“Le climat islamophobe a poussé les musées à produire un discours alternatif ”

 “Le climat islamophobe a poussé les musées à produire un discours alternatif ”

Diletta Guidi, docteure en lettres et en science politique a étudié l’histoire de l’art et la sociologie des religions. Archives personnelles Diletta Guidi.

Diletta Guidi vient de recevoir le prix du premier livre de la Chaire d’études sur le fait religieux 2022, remis par CERI-SciencesPo Paris pour son ouvrage, ‘L’islam des musées. La mise en scène de l’islam dans les politiques culturelles françaises’. Nous publions ici son interview accordée cet été à l’occasion de notre numéro double.

 

LCDL : Plus de 300 musées publics abritent des collections d’art islamique dans le monde. Comment expliquer cet engouement né au début du millénaire ?

Diletta Guidi.

Diletta Guidi : Les collections d’art islamique préexistent évidemment aux années 2000. Cette passion date du XIXe  siècle mais, il y a une vingtaine d’années, ces objets ont commencé à être valorisés. Des rénovations ont eu lieu notamment au Caire, à Berlin et à New York et des musées ont été inaugurés. Le département des arts de l’Islam du Louvre possédait déjà la collection la plus grande et la plus variée du monde. A partir des années 2000, à l’initiative du président Jacques Chirac, elle a été littéralement sortie des caves.

Le timing n’était pas anodin, ce tournant s’est amorcé au lendemain des attentats du 11 septembre. Cet engouement répondait à un besoin politique et pédagogique. Les musées se sont retrouvés forcés, par leur hiérarchie ou par le contexte, d’assurer un rôle inhabituel pour répondre à une injonction à laquelle ils n’étaient pas préparés. Au Moyen-Orient aussi, de nouveaux lieux ouvrent, notamment à Doha au Qatar où il y a la volonté de montrer à l’Occident, à travers l’art, l’image d’un Islam des lumières, raffiné et pacifique.

Dans le cas du Louvre, quelle est l’intention ?
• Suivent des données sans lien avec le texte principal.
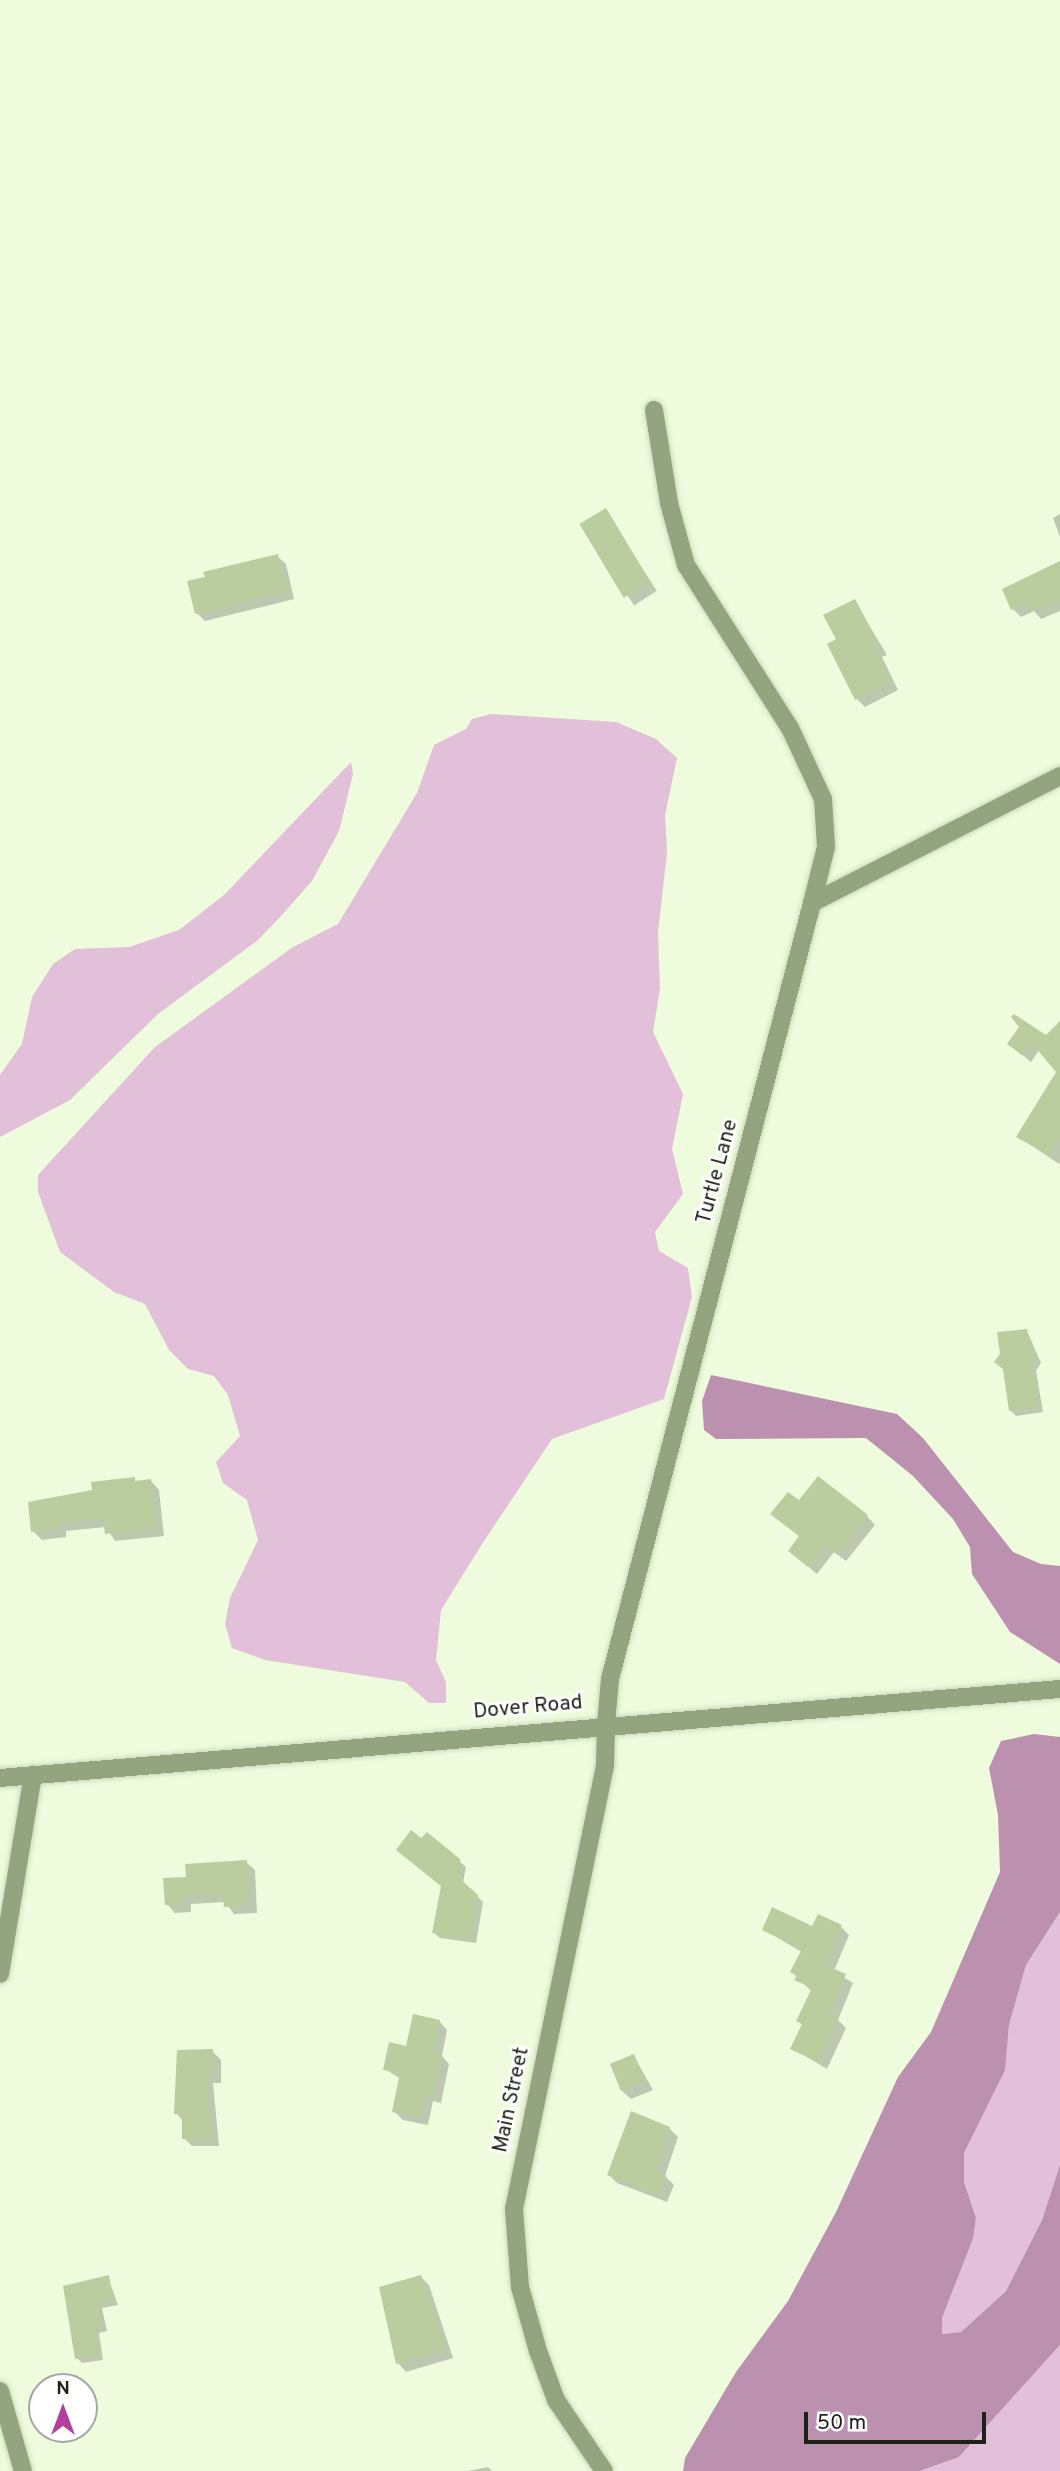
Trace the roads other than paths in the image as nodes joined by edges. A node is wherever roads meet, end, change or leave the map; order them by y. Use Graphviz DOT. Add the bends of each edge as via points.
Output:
graph roads {
  1 [pos="654,410"];
  2 [pos="1060,776"];
  3 [pos="812,903"];
  4 [pos="1060,1689"];
  5 [pos="606,1724"];
  6 [pos="33,1775"];
  7 [pos="0,1777"];
  8 [pos="0,1974"];
  9 [pos="0,2391"];
  10 [pos="23,2471"];
  11 [pos="604,2471"];
  1 -- 3 [label="street, Turtle Lane" via="669,503 685,565 790,728 823,799 826,847"];
  2 -- 3 [label="street"];
  3 -- 5 [label="street, Turtle Lane" via="613,1666"];
  4 -- 5 [label="street, Dover Road"];
  5 -- 6 [label="street, Dover Road"];
  5 -- 11 [label="street, Main Street" via="606,1765 580,1868 514,2209 520,2287 538,2351 556,2400"];
  6 -- 7 [label="street, Dover Road"];
  6 -- 8 [label="street"];
  9 -- 10 [label="street"];
}
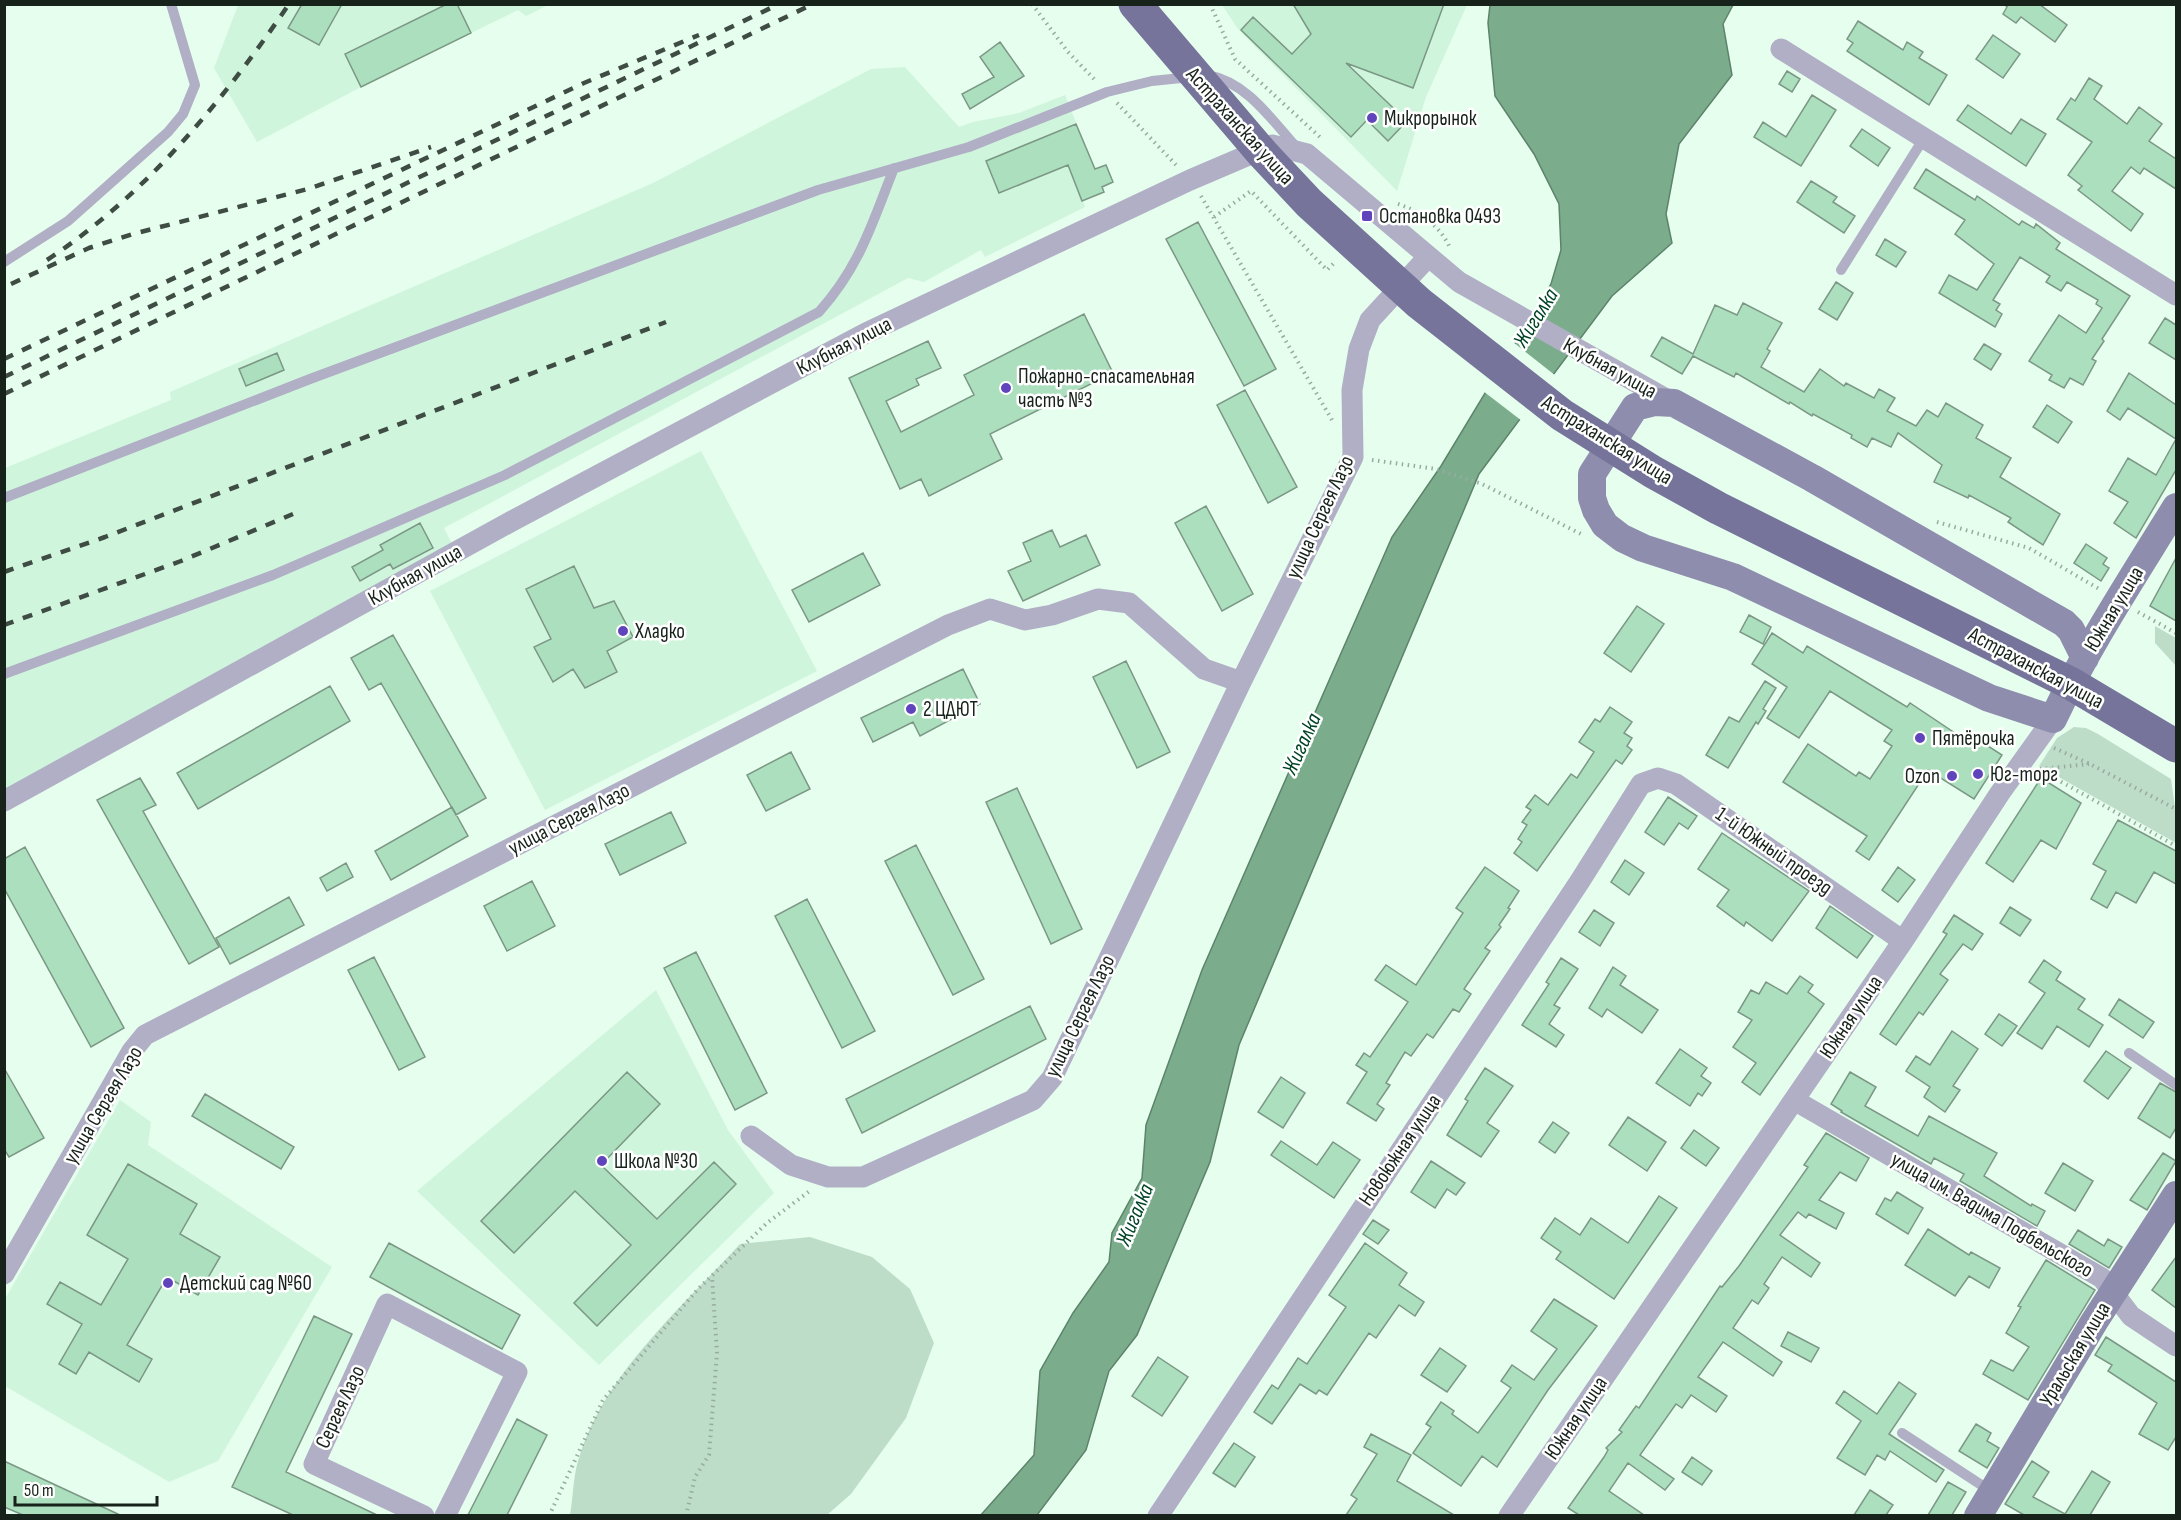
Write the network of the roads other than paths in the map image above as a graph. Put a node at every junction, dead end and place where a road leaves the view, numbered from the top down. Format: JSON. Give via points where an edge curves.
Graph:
{"nodes":[{"id":1,"x":171,"y":4,"type":"edge"},
{"id":2,"x":1135,"y":4,"type":"edge"},
{"id":3,"x":1781,"y":49,"type":"dead end"},
{"id":4,"x":1924,"y":138,"type":"junction"},
{"id":5,"x":1299,"y":150,"type":"junction"},
{"id":6,"x":894,"y":168,"type":"junction"},
{"id":7,"x":1428,"y":257,"type":"junction"},
{"id":8,"x":4,"y":262,"type":"edge"},
{"id":9,"x":1841,"y":270,"type":"dead end"},
{"id":10,"x":2176,"y":295,"type":"edge"},
{"id":11,"x":1596,"y":360,"type":"junction"},
{"id":12,"x":1674,"y":403,"type":"junction"},
{"id":13,"x":1635,"y":407,"type":"junction"},
{"id":14,"x":4,"y":498,"type":"edge"},
{"id":15,"x":2176,"y":507,"type":"edge"},
{"id":16,"x":2077,"y":670,"type":"junction"},
{"id":17,"x":4,"y":674,"type":"edge"},
{"id":18,"x":1241,"y":682,"type":"junction"},
{"id":19,"x":2053,"y":719,"type":"junction"},
{"id":20,"x":2176,"y":746,"type":"edge"},
{"id":21,"x":1641,"y":784,"type":"joint"},
{"id":22,"x":4,"y":801,"type":"edge"},
{"id":23,"x":1903,"y":941,"type":"junction"},
{"id":24,"x":2129,"y":1053,"type":"dead end"},
{"id":25,"x":2176,"y":1085,"type":"edge"},
{"id":26,"x":1794,"y":1100,"type":"junction"},
{"id":27,"x":751,"y":1137,"type":"dead end"},
{"id":28,"x":2176,"y":1195,"type":"edge"},
{"id":29,"x":4,"y":1274,"type":"edge"},
{"id":30,"x":2114,"y":1292,"type":"junction"},
{"id":31,"x":2176,"y":1346,"type":"edge"},
{"id":32,"x":1902,"y":1433,"type":"dead end"},
{"id":33,"x":1985,"y":1504,"type":"edge"},
{"id":34,"x":424,"y":1515,"type":"edge"},
{"id":35,"x":445,"y":1515,"type":"edge"},
{"id":36,"x":1158,"y":1515,"type":"edge"},
{"id":37,"x":1509,"y":1515,"type":"edge"}],
"edges":[{"from":1,"to":8,"type":"lane","via":[[195,85],[183,114],[68,221]]},
{"from":2,"to":16,"type":"main road","name":"Астраханская улица","via":[[1309,203],[1411,296],[1562,415],[1689,491]]},
{"from":3,"to":4,"type":"street"},
{"from":4,"to":9,"type":"lane"},
{"from":4,"to":10,"type":"street"},
{"from":5,"to":6,"type":"lane","via":[[1243,89],[1207,75],[1152,81],[1107,92],[969,147]]},
{"from":5,"to":7,"type":"street","name":"Клубная улица"},
{"from":5,"to":22,"type":"street","name":"Клубная улица","via":[[1272,145],[866,333],[512,521]]},
{"from":6,"to":14,"type":"lane","via":[[818,190],[310,379]]},
{"from":6,"to":17,"type":"lane","via":[[856,263],[819,312],[505,475],[273,575]]},
{"from":7,"to":11,"type":"street","name":"Клубная улица","via":[[1491,302]]},
{"from":7,"to":18,"type":"street","name":"улица Сергея Лазо","via":[[1370,320],[1362,339],[1352,390],[1353,457]]},
{"from":11,"to":12,"type":"street","name":"Клубная улица"},
{"from":11,"to":13,"type":"street","via":[[1618,380]]},
{"from":12,"to":13,"type":"street"},
{"from":12,"to":16,"type":"street","via":[[2064,623],[2071,630]]},
{"from":13,"to":19,"type":"street","via":[[1593,474],[1596,510],[1605,525],[1622,538],[1733,577],[1989,698]]},
{"from":15,"to":16,"type":"street","name":"Южная улица","via":[[2107,600]]},
{"from":16,"to":19,"type":"street","name":"Южная улица"},
{"from":16,"to":20,"type":"main road","name":"Астраханская улица"},
{"from":18,"to":27,"type":"street","name":"улица Сергея Лазо","via":[[1052,1078],[1034,1100],[863,1177],[828,1177],[791,1165]]},
{"from":18,"to":29,"type":"street","name":"улица Сергея Лазо","via":[[1204,669],[1129,603],[1098,599],[1025,620],[990,609],[948,625],[146,1035],[132,1051]]},
{"from":19,"to":23,"type":"street","name":"Южная улица"},
{"from":21,"to":23,"type":"street","name":"1-й Южный проезд","via":[[1658,778],[1676,784]]},
{"from":21,"to":36,"type":"street","name":"Новоюжная улица","via":[[1568,900]]},
{"from":23,"to":26,"type":"street","name":"Южная улица"},
{"from":24,"to":25,"type":"lane"},
{"from":26,"to":30,"type":"street","name":"улица им. Вадима Подбельского","via":[[2102,1278]]},
{"from":26,"to":37,"type":"street","name":"Южная улица"},
{"from":28,"to":30,"type":"street","name":"Уральская улица"},
{"from":30,"to":31,"type":"street","name":"улица им. Вадима Подбельского","via":[[2131,1316]]},
{"from":30,"to":33,"type":"street","name":"Уральская улица"},
{"from":32,"to":33,"type":"lane"},
{"from":34,"to":35,"type":"street","name":"Сергея Лазо","via":[[314,1464],[387,1304],[517,1372]]}]}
À la majorité non musulmane, on veut prouver que l’Islam est compatible avec la République. On promeut une image positive, favorable au vivre ensemble tout en préservant les œuvres des soubresauts de l’actualité. Cette protection est une volonté des experts mais les objets d’art islamique sont nolens volens associés à l’actualité. À la minorité musulmane, on veut accorder une certaine reconnaissance en installant ces collections dans le musée le plus visité au monde. Le climat islamophobe a poussé les gestionnaires des musées à produire un discours alternatif.

Cette présence au sein du Louvre témoigne d’un désir de la part de l’Etat d’intégrer davantage la communauté musulmane dans l’histoire de la République. La France, désormais multiculturelle et globalisée – l’Islam est la deuxième religion et le pays entretient des relations étroites avec les Etats musulmans – se doit de produire un discours sur l’altérité islamique. Le pays doit fournir des preuves de “compatibilité” à sa majorité non musulmane, reconnaître sa minorité musulmane, et donner une image islamic friendly aux partenaires arabo-musulmans.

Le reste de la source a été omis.